As the U.S. Centers for Medicare and Medicaid Services (CMS) pays closer attention to increasing rates of live discharges, hospice organizations are seeking ways to balance their mission to provide patient-centered care with their obligation to meet regulatory requirements.
In 2015, U.S. hospice providers discharged 160,000 individuals before end-of-life, representing 16.7 percent of all hospice discharges that year, according to the National Hospice and Palliative Care Organization.
“There is going to be some regulatory scrutiny for long stays that use up the patient’s hospice benefit, as will indications of large numbers of patients dying in the hospital because they used their lifetime benefit,” Susan Enguidanos, Ph.D., associate professor of Gerontology at the University of Southern California, told Hospice News.
According to Medicare requirements, patients are eligible for the hospice benefit if they have been diagnosed with a terminal condition, and death is expected with in six months. High rates of lengths of stay in exceeding six months have attracted regulatory attention in recent years.
Improper billing for patients is a leading cause of CMS audits as well as allegations of fraud. Several high profile cases have led to multi-million dollar settlements. However, a live discharge isn’t necessarily a sign of malfeasance, nor does it necessarily mean that the patient has recovered.
A patient may choose to leave the hospice, either to resume more aggressive treatment, or because the patient moved outside the provider’s service area. Some are discharged for-cause, due to a safety risk in the home environment that poses a risk to the patient or staff.
A patient may become afraid or acquire a condition unrelated to their terminal diagnosis and call an ambulance. When they arrive the patient must revoke their hospice benefit in order to receive hospital care.
“Many of these patients still die within 6 months; so they meet the prognosis but not the regulatory requirements,” said Stephanie Wladkowski, Ph.D., assistant professor at Eastern Michigan University. “In other instances, the patient may stabilize, but not improve. They reach a plateau in the progression of their illness that extends beyond the six month requirement.”
These structures have financial implications for hospice organization and have a detrimental effect on patients and caregivers. Revocations of the hospice benefit when a patient returns to a hospital disrupts the hospice provider’s revenue stream. If a family appeals the revocation, the hospice undergoes a labor-intensive process involving substantial paper work.
Burdensome transitions in which a patient moves repeatedly between settings, such as from hospice to a hospital and then back to hospice, represent 8 to 10 percent of live discharges, according to Enguidanos. These transitions are costly to both the patient and the hospice and seriously disrupt the continuity of care.

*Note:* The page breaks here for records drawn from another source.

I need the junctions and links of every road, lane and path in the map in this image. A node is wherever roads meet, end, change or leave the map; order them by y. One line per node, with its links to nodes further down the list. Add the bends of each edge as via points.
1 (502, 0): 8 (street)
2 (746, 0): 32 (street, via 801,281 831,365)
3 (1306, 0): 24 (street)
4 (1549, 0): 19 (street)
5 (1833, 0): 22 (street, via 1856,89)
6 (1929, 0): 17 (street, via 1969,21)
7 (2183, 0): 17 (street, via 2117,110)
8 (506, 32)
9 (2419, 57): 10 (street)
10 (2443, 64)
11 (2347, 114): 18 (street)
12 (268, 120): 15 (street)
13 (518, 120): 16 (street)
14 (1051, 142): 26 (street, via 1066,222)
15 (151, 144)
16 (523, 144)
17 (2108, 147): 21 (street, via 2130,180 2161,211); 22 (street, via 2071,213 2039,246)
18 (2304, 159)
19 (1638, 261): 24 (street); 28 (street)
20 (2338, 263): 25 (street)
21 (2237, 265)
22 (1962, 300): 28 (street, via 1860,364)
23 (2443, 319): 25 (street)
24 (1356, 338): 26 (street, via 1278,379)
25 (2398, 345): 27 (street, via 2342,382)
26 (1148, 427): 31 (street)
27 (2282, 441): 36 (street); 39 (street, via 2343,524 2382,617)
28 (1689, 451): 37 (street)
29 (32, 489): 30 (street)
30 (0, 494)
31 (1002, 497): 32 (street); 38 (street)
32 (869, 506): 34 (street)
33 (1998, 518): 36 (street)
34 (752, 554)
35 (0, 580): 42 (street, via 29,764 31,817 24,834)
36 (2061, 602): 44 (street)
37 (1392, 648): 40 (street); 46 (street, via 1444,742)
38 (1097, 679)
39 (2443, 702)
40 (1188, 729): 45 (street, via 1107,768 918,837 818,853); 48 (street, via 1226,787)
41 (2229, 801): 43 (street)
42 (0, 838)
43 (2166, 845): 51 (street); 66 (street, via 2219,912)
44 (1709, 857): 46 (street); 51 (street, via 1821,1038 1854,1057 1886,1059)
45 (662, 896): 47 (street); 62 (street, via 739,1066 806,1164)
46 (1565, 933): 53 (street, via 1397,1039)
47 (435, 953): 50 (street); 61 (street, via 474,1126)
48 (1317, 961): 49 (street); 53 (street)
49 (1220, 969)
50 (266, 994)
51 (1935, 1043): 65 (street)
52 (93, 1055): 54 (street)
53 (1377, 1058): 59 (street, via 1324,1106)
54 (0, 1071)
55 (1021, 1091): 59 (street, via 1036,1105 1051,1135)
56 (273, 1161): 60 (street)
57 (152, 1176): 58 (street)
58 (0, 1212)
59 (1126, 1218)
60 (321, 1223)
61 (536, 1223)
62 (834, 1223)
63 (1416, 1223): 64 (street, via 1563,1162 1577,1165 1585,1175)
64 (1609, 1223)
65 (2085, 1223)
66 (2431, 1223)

An additional consideration is that hospice provides services that other health care settings do not, including advanced durable medical equipment, grief counseling for family and caregivers, and interventions to address the patient’s psychosocial needs. The hospice benefit often will cover equipment that is not covered in other settings, such as pressure control air mattresses to prevent skin breakdown or geri chairs to promote mobility.
“Hospice service cannot be replicated. It is the only philosophy of care that provides 24/7 support in the home to patients and their families,” Wladkowski said. “Maintaining continuity in the care plan in another setting is a challenge, as is trying to minimize the gap between what the hospice provides and what everybody else provides.”
While some live discharges are unavoidable, hospices can take action to reduce their incidence and their impact, as well as to provide support to patients and caregivers through the discharge process. For example, reviewing processes for patient and family education to ensure they understand what it means to be in hospice, as well as the support and services that are available to them.
“They need to know the hospice is available 24/7. They need to know how and when to contact the hospice when they have questions or need additional services,“ Enguidanos said.
Wladkowski is working with hospice social workers to develop a protocol for discharge planning. The goal is to address the logistical aspects while also helping the patient and family line up other resources they will need after leaving hospice. The protocol would also address a follow-up process to maintain the connection with the patient and family in case they need to resume services.
Beyond implementing improvement strategies at individual hospices, some say a larger discussion including health care providers, payers, and regulators is necessary.
“The greatest struggle is inconsistency between regulators, payers, and clinicians.” Ihrig said. “As we see 10,000 new patients entering hospice care every day, this vulnerability needs a solution.”